To test this, the researchers transplanted bone marrow cells from mice with the WHIM mutation into healthy mice. This replaced the healthy mice's immune cells and all their blood-forming cells with cells that had the CXCR4 mutation. They found that the mutant mice were more prone to viral infections.
Next, they tested if it would be possible to cure the mice with the WHIM mutation
by giving them a bone marrow transplant from the healthy mice, and it worked. Transplanting
healthy bone marrow into the diseased mice prevented them from getting new mouse papillomavirus
infections, and it restored the immune cell movement into the warts.

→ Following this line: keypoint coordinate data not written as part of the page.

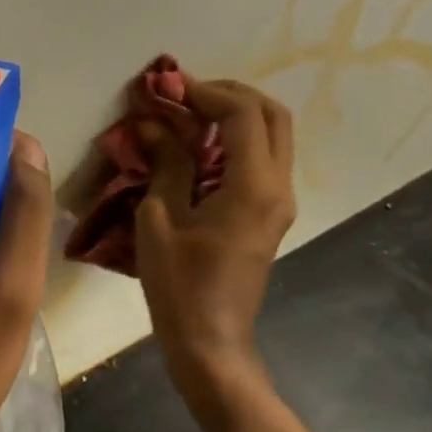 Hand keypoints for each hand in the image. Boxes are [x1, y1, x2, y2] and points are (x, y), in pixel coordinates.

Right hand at [134, 77, 296, 412]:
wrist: (211, 344)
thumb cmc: (180, 286)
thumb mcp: (160, 219)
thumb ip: (164, 163)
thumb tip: (152, 122)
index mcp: (253, 186)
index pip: (242, 113)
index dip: (205, 92)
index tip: (168, 87)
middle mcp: (277, 186)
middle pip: (272, 114)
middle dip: (230, 93)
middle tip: (186, 93)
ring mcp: (279, 200)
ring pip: (273, 134)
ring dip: (235, 114)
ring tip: (189, 112)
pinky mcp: (271, 212)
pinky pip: (263, 157)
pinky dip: (237, 138)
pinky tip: (200, 144) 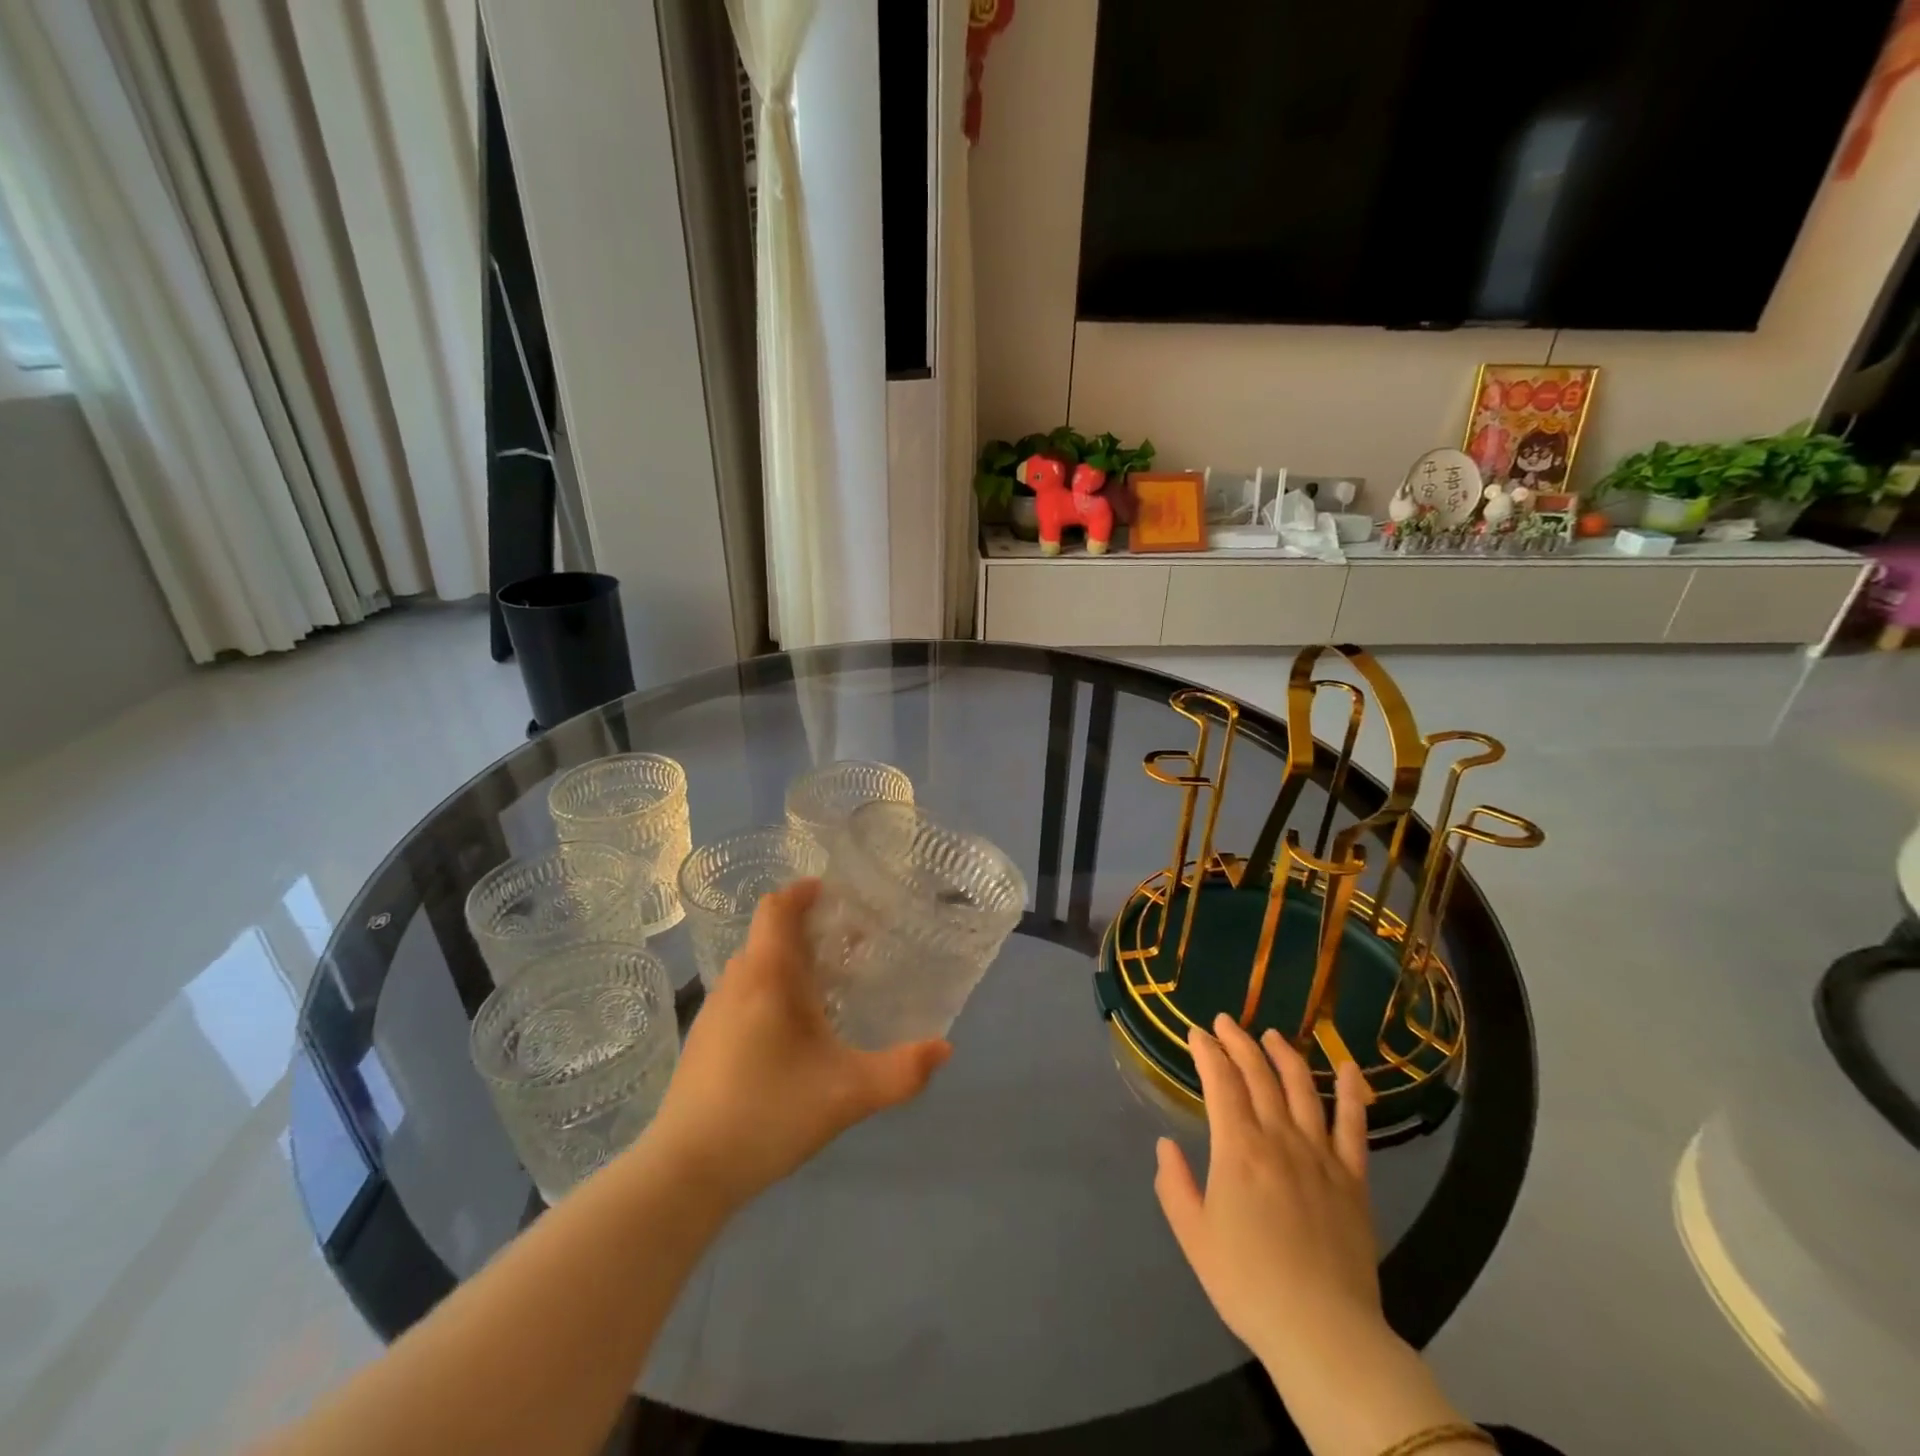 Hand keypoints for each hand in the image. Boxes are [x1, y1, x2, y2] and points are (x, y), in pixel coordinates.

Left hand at [644, 879, 950, 1212]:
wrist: (685, 1172)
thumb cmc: (767, 1115)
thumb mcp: (847, 1095)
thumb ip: (901, 1072)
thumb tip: (944, 1048)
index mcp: (767, 977)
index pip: (776, 908)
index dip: (802, 892)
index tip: (834, 893)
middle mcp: (737, 982)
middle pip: (768, 934)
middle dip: (806, 929)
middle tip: (848, 944)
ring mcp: (714, 1011)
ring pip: (754, 965)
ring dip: (786, 960)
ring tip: (825, 984)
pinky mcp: (703, 1040)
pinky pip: (742, 993)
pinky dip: (769, 988)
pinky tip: (790, 1030)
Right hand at [1154, 1014, 1378, 1368]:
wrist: (1322, 1332)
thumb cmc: (1247, 1283)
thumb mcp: (1193, 1235)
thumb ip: (1175, 1184)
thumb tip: (1166, 1145)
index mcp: (1238, 1148)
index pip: (1221, 1082)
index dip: (1207, 1052)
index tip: (1196, 1033)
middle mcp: (1279, 1138)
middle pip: (1259, 1075)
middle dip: (1239, 1042)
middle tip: (1226, 1022)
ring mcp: (1320, 1155)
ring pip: (1302, 1089)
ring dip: (1285, 1055)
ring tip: (1272, 1035)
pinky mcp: (1353, 1179)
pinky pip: (1354, 1127)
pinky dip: (1352, 1094)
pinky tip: (1349, 1068)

Wang explained that they are now exploring whether a better treatment option could
be developed by restoring immune cells in WHIM recipients using advanced bone marrow
editing technology. WHIM patients are already immunosuppressed, so to perform a bone
marrow transplant, they currently need chemotherapy or radiation therapy to further
suppress their immune systems. This helps them accept the donor’s immune cells. Without
this step, the patient’s body might not accept the donor cells and could reject the
transplant.
“That’s why we think this is an exciting preclinical model that we can use to test new strategies to rescue their immune function without giving them radiation,” Wang said. “We’re hoping to discover new mechanisms that support the viral infection in WHIM disease which may provide some clues for HPV infection in healthy individuals, too.”